You are viewing a plain text version of this content. The canonical link for it is here.
Posted to user@spark.apache.org by Luis Guerra <lu...@gmail.com> on 2014/09/25 22:17:22 UTC

"Ungroup" data

Hi everyone,

I need some advice about how to make the following: having a RDD of vectors
(each vector being Vector(Int, Int , Int, int)), I need to group the data,
then I need to apply a function to every group comparing each consecutive
item within a group and retaining a variable (that has to be added to the
end of each vector) if a condition from the comparison is true.

I show an example next:

(1, 2, 5, 2)
(1, 3, 4, 4)
(1, 3, 7, 3)
(1, 3, 4, 8)

Data are grouped by the two first fields, then for each group I have to
compare each consecutive fourth field,  the first field is used as initial
value and then,  if the next value is greater than the previous one that
will be the next retained value added to the vector.  So,  the output
should be:

(1, 2 , 5, 2, 2)
(1, 3 ,4, 4, 4)
(1, 3 , 7, 3, 4)
(1, 3, 4, 8, 8)

My attempt is a groupBy and then a map with a loop for inside,  then I have
to build a vector of vectors adding the new field.
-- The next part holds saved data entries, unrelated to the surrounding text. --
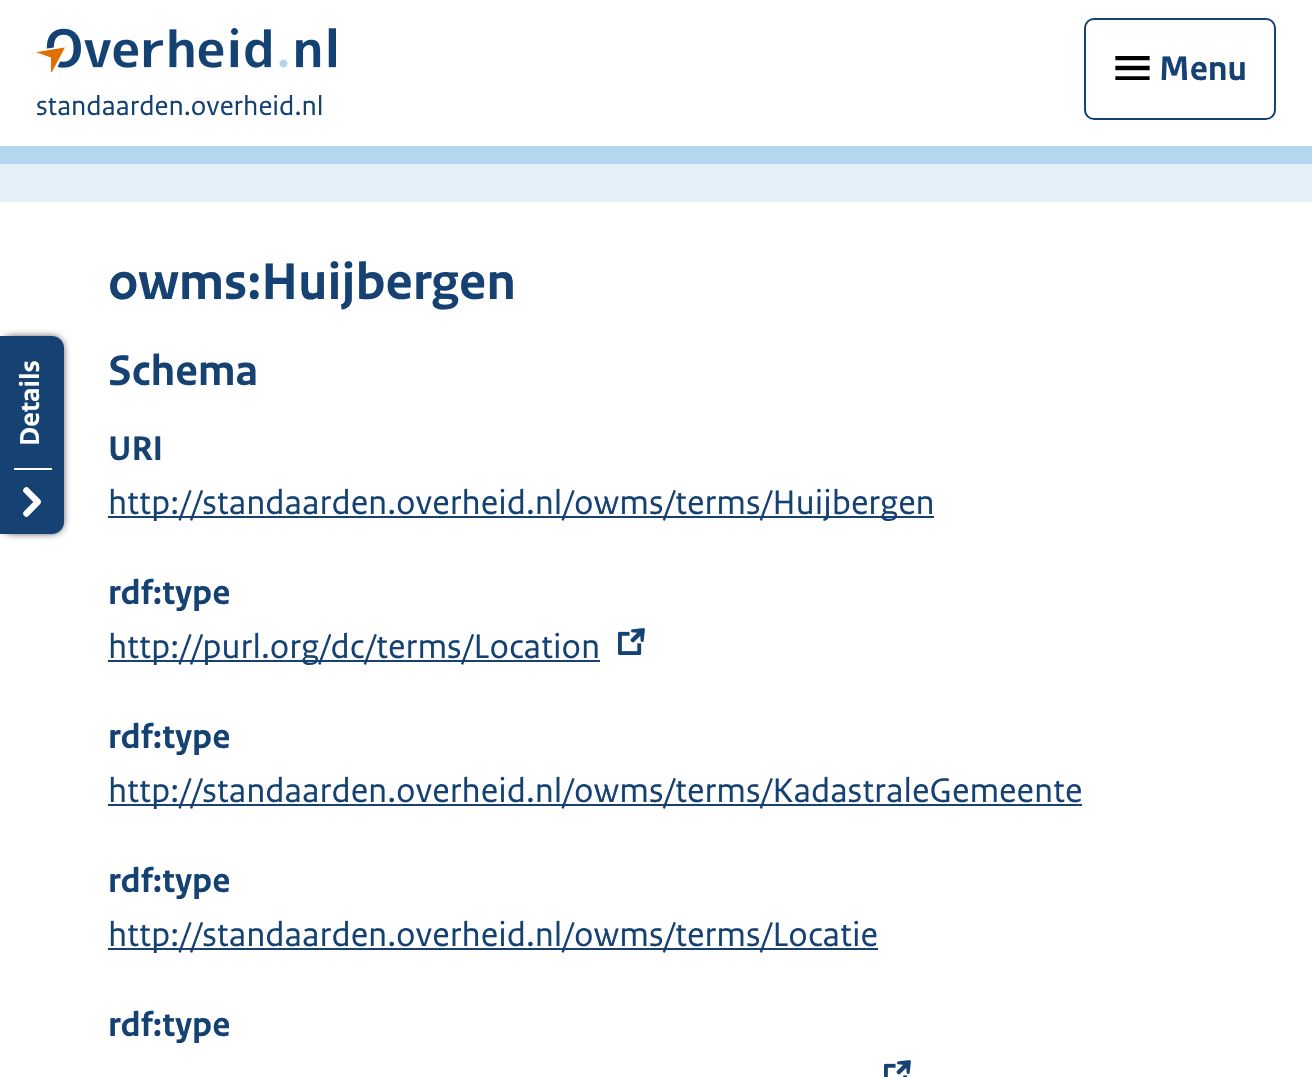 #include "include/core/SkBlurTypes.h"
#include "include/core/SkCanvas.h"
#include "include/core/SkData.h"
#include "include/core/SkFont.h"
#include "include/core/SkFontMgr.h"
#include "include/core/SkImage.h"
#include "include/core/SkMaskFilter.h"
#include "include/core/SkPaint.h"
#include "include/core/SkPathBuilder.h"
#include "include/core/SkTextBlob.h"
#include "include/effects/SkDashPathEffect.h"
#include "include/effects/SkGradientShader.h"
#include "include/utils/SkParsePath.h"

extern sk_sp<SkFontMgr> fontMgr;

void draw(SkCanvas* canvas) {
  SkPaint p;
  p.setAntiAlias(true);
  canvas->clear(SK_ColorWHITE);
  p.setColor(SkColorSetRGB(178, 215, 238));
  canvas->drawRect(SkRect::MakeLTRB(0, 146, 1312, 164), p);
  canvas->save();
  canvas->clipRect(SkRect::MakeLTRB(1114, 56, 1150, 80));
  p.setStyle(SkPaint::kStroke_Style);
  p.setStrokeWidth(4.3f);
  p.setStrokeCap(SkPaint::kSquare_Cap);
  p.setColor(SK_ColorBLACK);
  canvas->drawPath(SkPathBuilder().moveTo(1117.5f, 58).lineTo(1147.5f, 58).moveTo(1117.5f, 68).lineTo(1147.5f, 68).moveTo(1117.5f, 78.5f).lineTo(1147.5f, 78.5f).detach(), p);
  canvas->restore();
  p.setStrokeWidth(2);
  p.setStrokeCap(SkPaint::kButt_Cap);
  p.setColor(SkColorSetRGB(21, 66, 115));
  canvas->drawRoundRect(SkRect::MakeLTRB(1085, 19, 1275, 119), 9, 9, p);
  canvas->drawImageRect(SkImages::DeferredFromEncodedData(SkData::MakeFromFileName("images/1.png")), SkRect::MakeLTRB(36, 28, 336, 72), SkSamplingOptions());
  p.setStyle(SkPaint::kFill_Style);
  p.setColor(SkColorSetRGB(229, 241, 249));
  canvas->drawRect(SkRect::MakeLTRB(0, 164, 1312, 202), p);
  p.setColor(SK_ColorBLACK);
  p.setMaskFilter(SkMaskFilter::MakeBlur(kNormal_SkBlurStyle, 4));
  canvas->drawRoundRect(SkRect::MakeLTRB(2, 338, 62, 532), 10, 10, p);
  p.setMaskFilter(nullptr);
  p.setColor(SkColorSetRGB(21, 66, 115));
  canvas->drawPath(SkPathBuilder().moveTo(0, 336).lineTo(52, 336).cubicTo(58.5f, 336, 64, 341.5f, 64, 348).lineTo(64, 522).cubicTo(64, 528.5f, 58.5f, 534, 52, 534).lineTo(0, 534).close().detach(), p);
  canvas->drawImageRect(SkImages::DeferredFromEncodedData(SkData::MakeFromFileName("images/2.png")), SkRect::MakeLTRB(23, 487, 41, 517), SkSamplingOptions());
  p.setColor(SK_ColorWHITE);
  canvas->drawRect(SkRect::MakeLTRB(14, 468, 52, 470), p);
  p.setColor(SkColorSetRGB(21, 66, 115));
  canvas->drawRect(SkRect::MakeLTRB(108, 516, 934, 518), p);
  canvas->drawRect(SkRect::MakeLTRB(108, 660, 600, 662), p);
  canvas->drawImageRect(SkImages::DeferredFromEncodedData(SkData::MakeFromFileName("images/3.png")), SkRect::MakeLTRB(618, 628, 645, 655), SkSamplingOptions());
  canvas->drawRect(SkRect::MakeLTRB(108, 804, 1082, 806), p);
  canvas->drawRect(SkRect::MakeLTRB(108, 948, 878, 950), p);
  canvas->drawImageRect(SkImages::DeferredFromEncodedData(SkData::MakeFromFileName("images/4.png")), SkRect::MakeLTRB(884, 1060, 911, 1077), SkSamplingOptions());
  SkFont font1(fontMgr->matchFamilyStyle("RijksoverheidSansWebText", SkFontStyle::Bold()), 36);
  font1.setSubpixel(true);
  canvas->drawString("Menu", 1159, 80, font1, p);
  SkFont font2(fontMgr->matchFamilyStyle("RijksoverheidSansWebText", SkFontStyle::Normal()), 28.75f);
  font2.setSubpixel(true);
  canvas->drawString("standaarden.overheid.nl", 36, 115, font2, p);
  SkFont font3(fontMgr->matchFamilyStyle("RijksoverheidSansWebText", SkFontStyle::Bold()), 28.75f);
  font3.setSubpixel(true);
  p.setColor(SK_ColorWHITE);
  canvas->save();
  canvas->rotate(-90, 39, 446);
  canvas->drawString("Details", 39, 446, font3, p);
  canvas->restore();
  SkFont font4(fontMgr->matchFamilyStyle("RijksoverheidSansWebText", SkFontStyle::Bold()), 54);
  font4.setSubpixel(true);
  p.setColor(SkColorSetRGB(21, 66, 115));
  canvas->drawString("owms:Huijbergen", 108, 299, font4, p);
  SkFont font5(fontMgr->matchFamilyStyle("RijksoverheidSansWebText", SkFontStyle::Bold()), 45);
  font5.setSubpixel(true);
  canvas->drawString("Schema", 108, 385, font5, p);
  canvas->drawString("URI", 108, 460, font1, p);
  SkFont font6(fontMgr->matchFamilyStyle("RijksoverheidSansWebText", SkFontStyle::Normal()), 36);
  font6.setSubpixel(true);
  canvas->drawString("http://standaarden.overheid.nl/owms/terms/Huijbergen", 108, 514, font6, p);
  canvas->drawString("rdf:type", 108, 604, font1, p);
  canvas->drawString("http://purl.org/dc/terms/Location", 108, 658, font6, p);
  canvas->drawString("rdf:type", 108, 748, font1, p);
  canvas->drawString("http://standaarden.overheid.nl/owms/terms/KadastraleGemeente", 108, 802, font6, p);
  canvas->drawString("rdf:type", 108, 892, font1, p);
  canvas->drawString("http://standaarden.overheid.nl/owms/terms/Locatie", 108, 946, font6, p);
  canvas->drawString("rdf:type", 108, 1036, font1, p);
}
However,  I am not being
able to get the right output since I cannot add a new field to the vector.
I do not know either what should be the right output from the map to get
the same shape than the original data once it has been grouped.  Besides,
my though is that the loop for is not the best option to iterate through
the elements of each group.  And finally,  maybe this can be done with
other operations like reducebykey or so.

Any clue is very appreciated... Thanks in advance!